The last time the comet was seen was 50,000 years ago.
NASA officials said the icy visitor was first seen in March 2022 while inside Jupiter’s orbit.
It has been visible to those in the Northern Hemisphere through binoculars for the past few weeks, but it will be closer to Earth, and brighter, on Wednesday.
“Comets are notoriously unpredictable, but if this one continues on its current bright trend, it will be easy to spot,” NASA said on its blog earlier this month.
“It is possible that it may become visible to the naked eye under dark skies.”
The icy celestial body, named C/2022 E3 (ZTF) — a “bite of a name,” according to NASA — will come closest to the sun on January 12 before making its closest approach to Earth on February 2.
At that time, it will be about 42 million kilometers (26 million miles) from the planet, according to the Planetary Society.
A ‘humbling’ experience
High school science teacher and retired astrophotographer Dan Bartlett has been capturing images of the comet from his cabin near Yosemite National Park in California and calls gazing at the sky a “humbling” experience.
“I tell you, binoculars, dark place, you will see something. Bring friends and everyone will see something of his life,” Bartlett told the BBC.
He has two “pretty awesome targets” on his front porch at June Lake, and the clear nights and dark skies allow him to capture stunning photos.
“Any time you have a lake system around you, or an ocean system, it causes smoother airflow. Smoother airflow means the stars don’t flicker as much, so you get more detail,” he explained.
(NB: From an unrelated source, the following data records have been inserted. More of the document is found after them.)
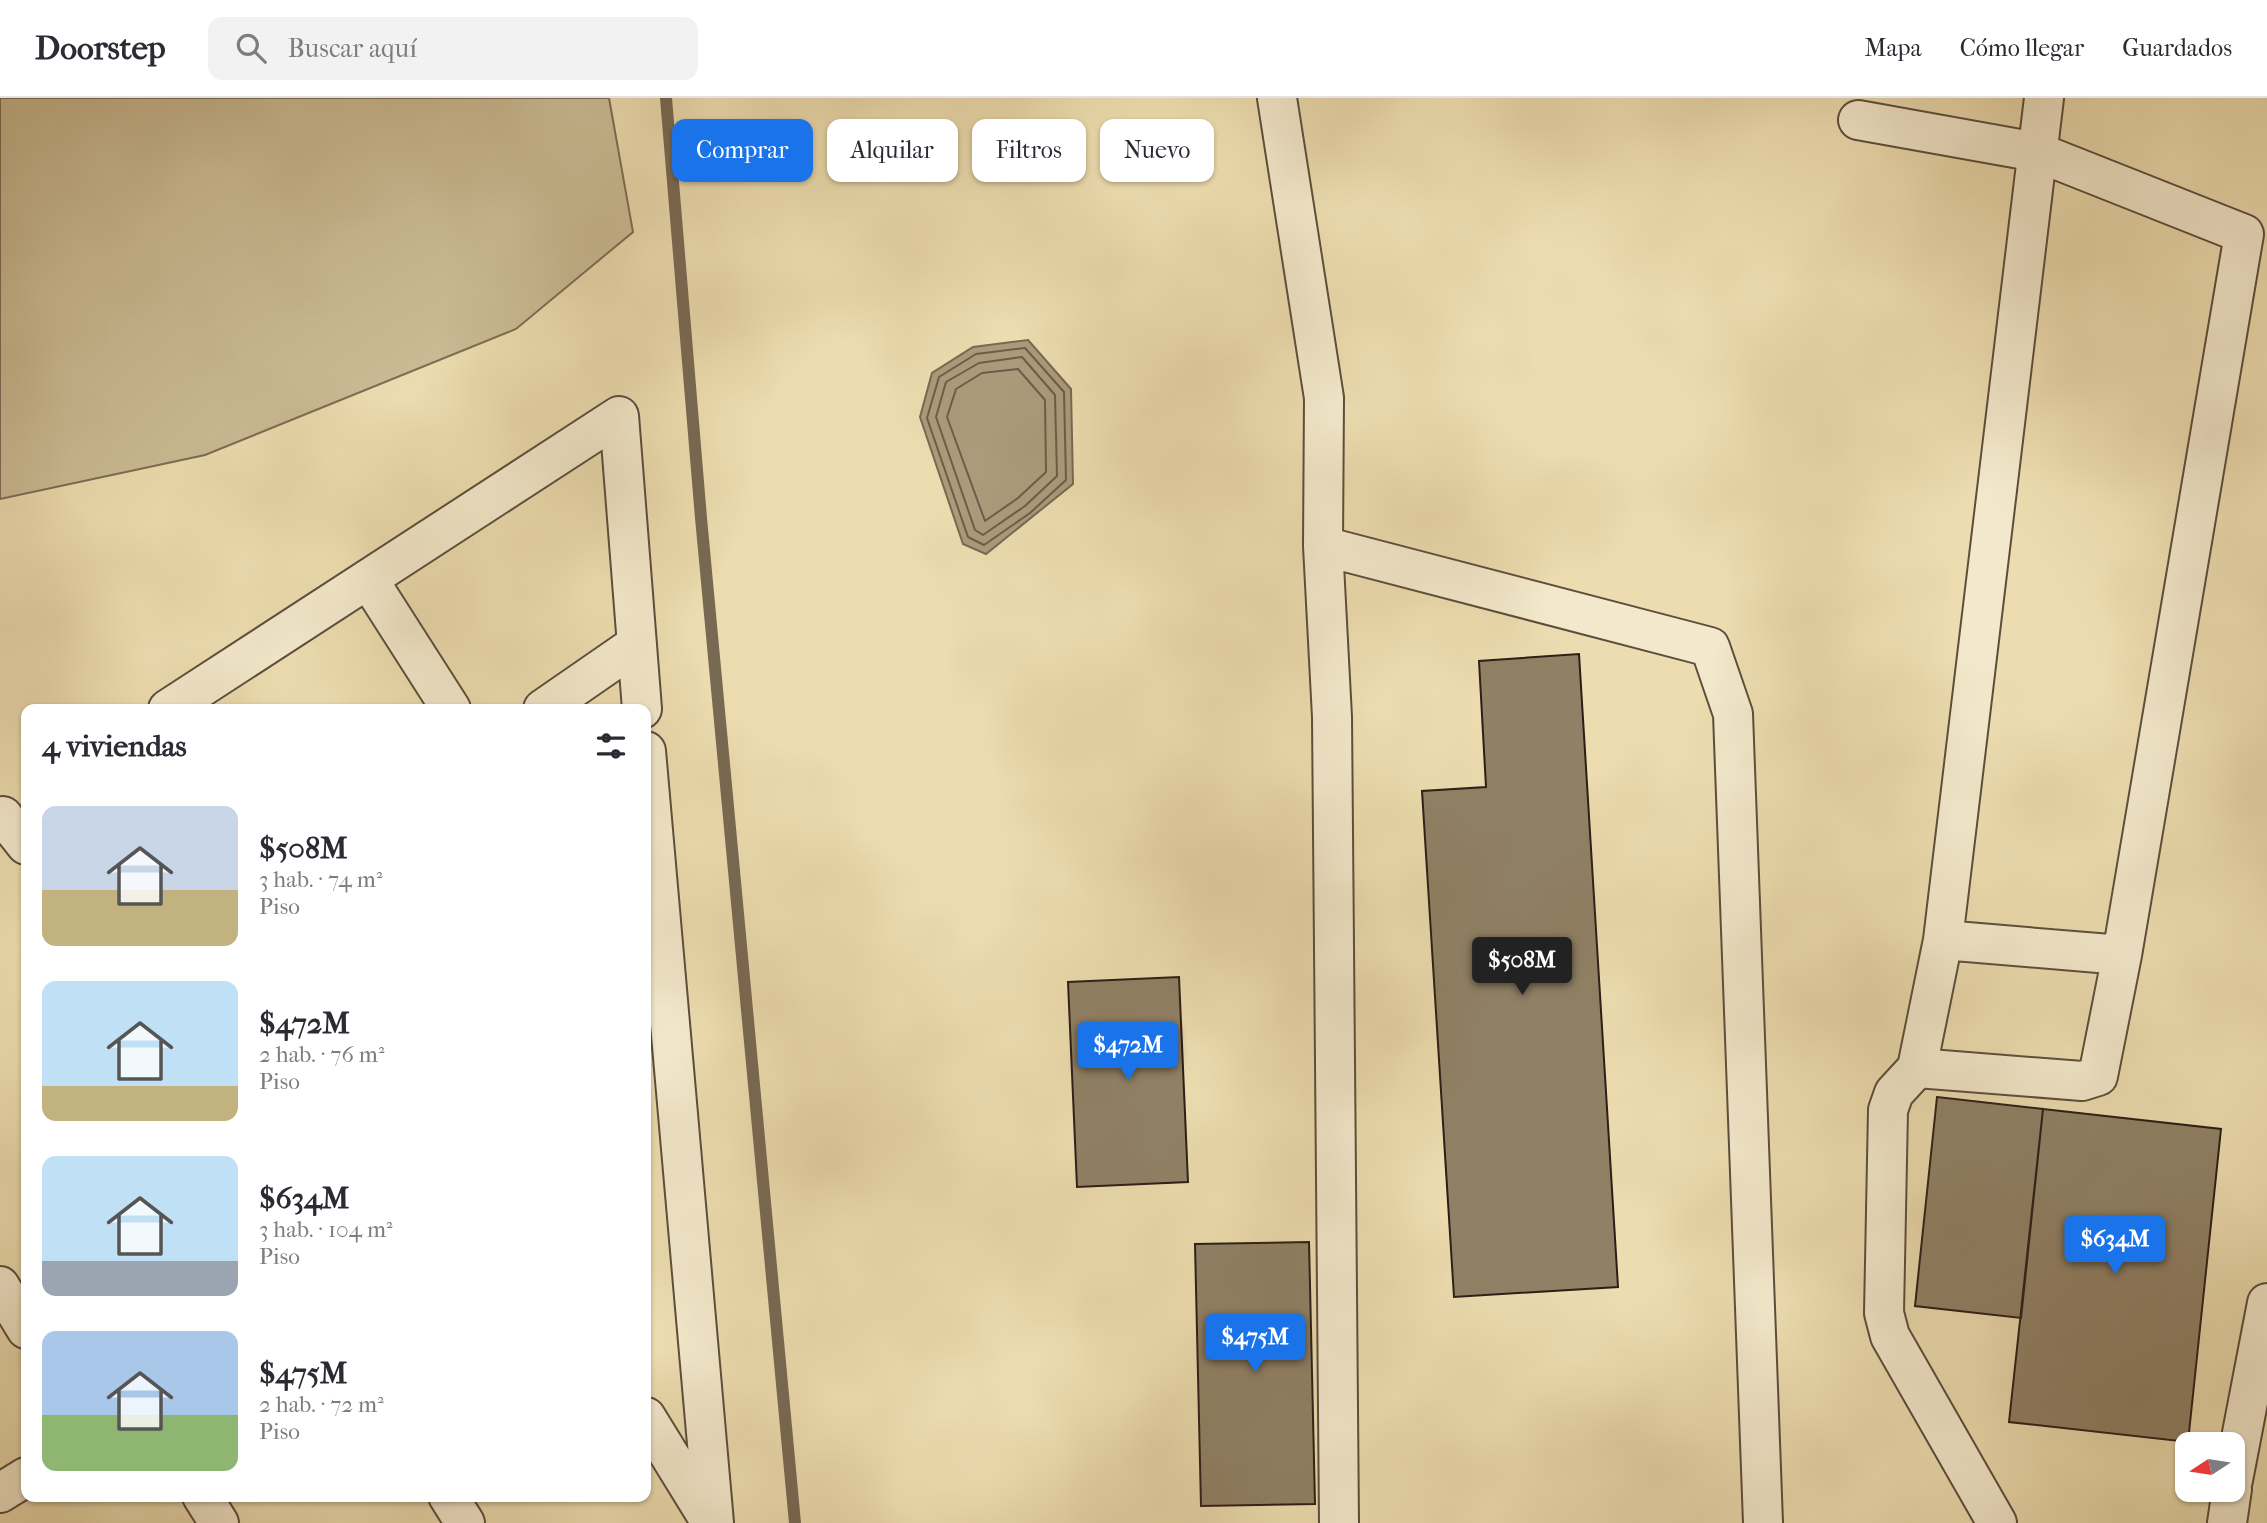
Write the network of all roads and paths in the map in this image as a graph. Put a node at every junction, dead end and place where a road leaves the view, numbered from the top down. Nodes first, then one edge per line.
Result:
1 (1277, 98) edge
2 (2044, 98) edge
3 (1858, 120) dead end
4 (2036, 152) junction
5 (1323, 545) junction
6 (368, 579) junction
7 (637, 644) junction
8 (185, 704) edge
9 (448, 704) edge
10 (550, 704) edge
11 (642, 704) edge
12 (651, 812) edge
13 (1943, 940) junction
14 (2122, 955) junction
15 (651, 1014) edge
16 (670, 1043) junction
17 (1917, 1068) junction
18 (659, 1090) edge
19 (0, 1286) edge
20 (2267, 1303) edge
21 (21, 1321) edge
22 (651, 1425) edge
23 (2242, 1432) edge
24 (21, 1480) edge
25 (0, 1493) edge
26 (206, 1502) edge
27 (452, 1502) edge
28 (2230, 1502) edge
29 (219, 1523) edge
30 (465, 1523) edge
31 (713, 1523) edge
32 (1339, 1523) edge
33 (1763, 1523) edge
34 (1997, 1523) edge
35 (2227, 1523) edge

1 - 5 street
2 - 4 street
3 - 4 street
4 - 13 street
4 - 14 street
5 - 32 street
5 - 33 street
6 - 7 street
6 - 8 street
6 - 9 street
7 - 10 street
7 - 11 street
12 - 16 street
13 - 14 street
13 - 17 street
14 - 17 street
15 - 16 street
16 - 18 street
17 - 34 street
18 - 31 street
19 - 21 street
20 - 23 street
22 - 31 street
24 - 25 street
26 - 29 street
27 - 30 street
28 - 35 street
To observers in the northern hemisphere without a telescope, the comet will appear as a “faint greenish blob in the sky,” while those with a telescope could see the comet’s spectacular visible tail, the Planetary Society said.
A bright green glow will be visible to observers in the northern hemisphere in the morning sky as the comet moves northwest during the month of January. Those in the southern hemisphere will be able to detect it in February, NASA said.
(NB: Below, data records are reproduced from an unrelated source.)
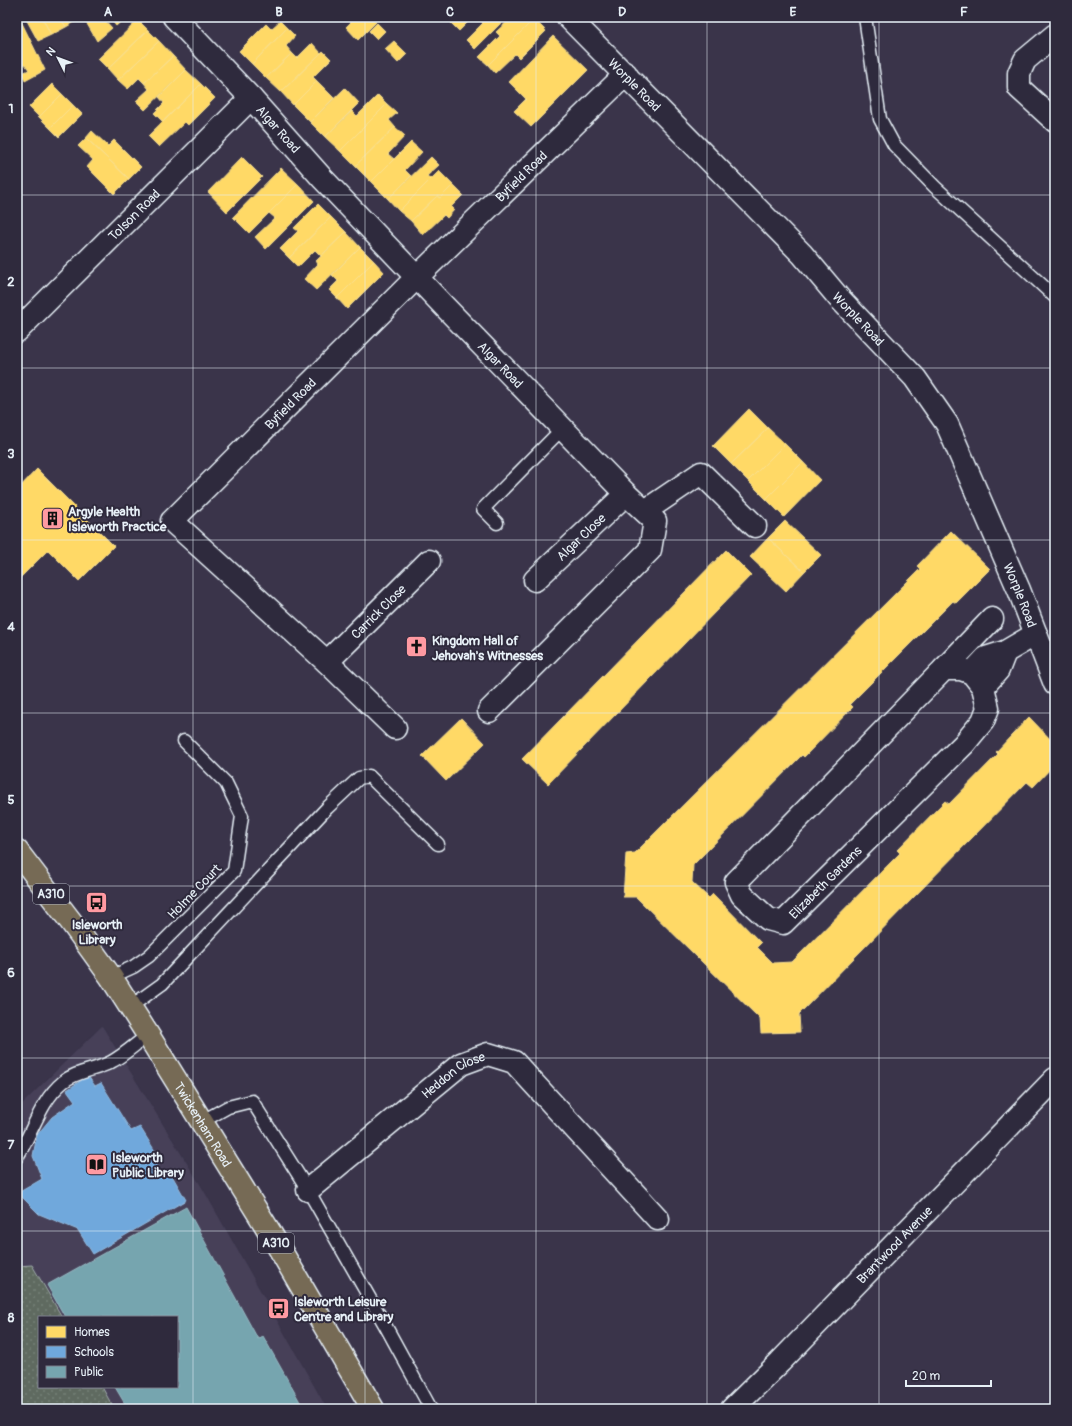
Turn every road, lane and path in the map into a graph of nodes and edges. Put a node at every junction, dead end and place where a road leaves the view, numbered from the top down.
1 (174, 17) edge
2 (568, 17) edge
3 (865, 17) edge
4 (1055, 35) edge
5 (626, 74) junction
6 (251, 98) junction
7 (1055, 121) edge
8 (417, 277) junction
9 (1055, 298) edge
10 (17, 331) edge
11 (563, 428) junction
12 (626, 494) junction
13 (645, 511) junction
14 (497, 523) dead end
15 (755, 526) dead end
16 (429, 561) dead end
17 (535, 580) dead end
18 (992, 619) dead end
19 (1036, 634) junction
20 (327, 662) junction
21 (944, 669) junction
22 (977, 680) junction
23 (1055, 684) edge
24 (489, 711) dead end
25 (395, 728) dead end
26 (184, 741) dead end
27 (438, 844) dead end
28 (17, 851) edge
29 (111, 977) junction
30 (130, 1007) junction
31 (148, 1035) junction
32 (1055, 1080) edge
33 (201, 1122) junction
34 (17, 1157) edge
35 (308, 1190) junction
36 (658, 1219) dead end
37 (373, 1409) edge
38 (431, 1409) edge
39 (732, 1409) edge

1 - 6 street, Algar Road
2 - 5 street, Worple Road
3 - 9 lane
4 - 7 street
5 - 8 street, Byfield Road
5 - 19 street, Worple Road
6 - 8 street, Algar Road
6 - 10 street, Tolson Road
8 - 11 street, Algar Road
8 - 20 street, Byfield Road
11 - 12 street, Algar Road
11 - 14 lane
12 - 13 street, Algar Road
12 - 17 street, Algar Close
13 - 15 street
13 - 24 street, Algar Road
16 - 20 street, Carrick Close
18 - 21 street, Elizabeth Gardens
19 - 22 street
19 - 23 street, Worple Road
20 - 25 street, Byfield Road
21 - 22 street
21 - 22 street, Elizabeth Gardens
26 - 29 lane, Holme Court
27 - 30 lane
28 - 29 main road, Twickenham Road / A310
29 - 30 main road, Twickenham Road / A310
30 - 31 main road, Twickenham Road / A310
31 - 33 main road, Twickenham Road / A310
31 - 34 lane
32 - 39 street, Brantwood Avenue
33 - 35 lane
33 - 37 main road, Twickenham Road / A310
35 - 36 street, Heddon Close
35 - 38 lane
The comet is not expected to be a “spectacle” like 2020’s NEOWISE comet, the brightest comet visible from the Northern Hemisphere since 1997, NASA said.
But it remains “an incredible opportunity to make a personal connection with an icy visitor from the far outer solar system,” NASA said.
The comet takes about 50,000 years to orbit the sun, so “the opportunity to see it only comes once in a lifetime,” the Planetary Society said.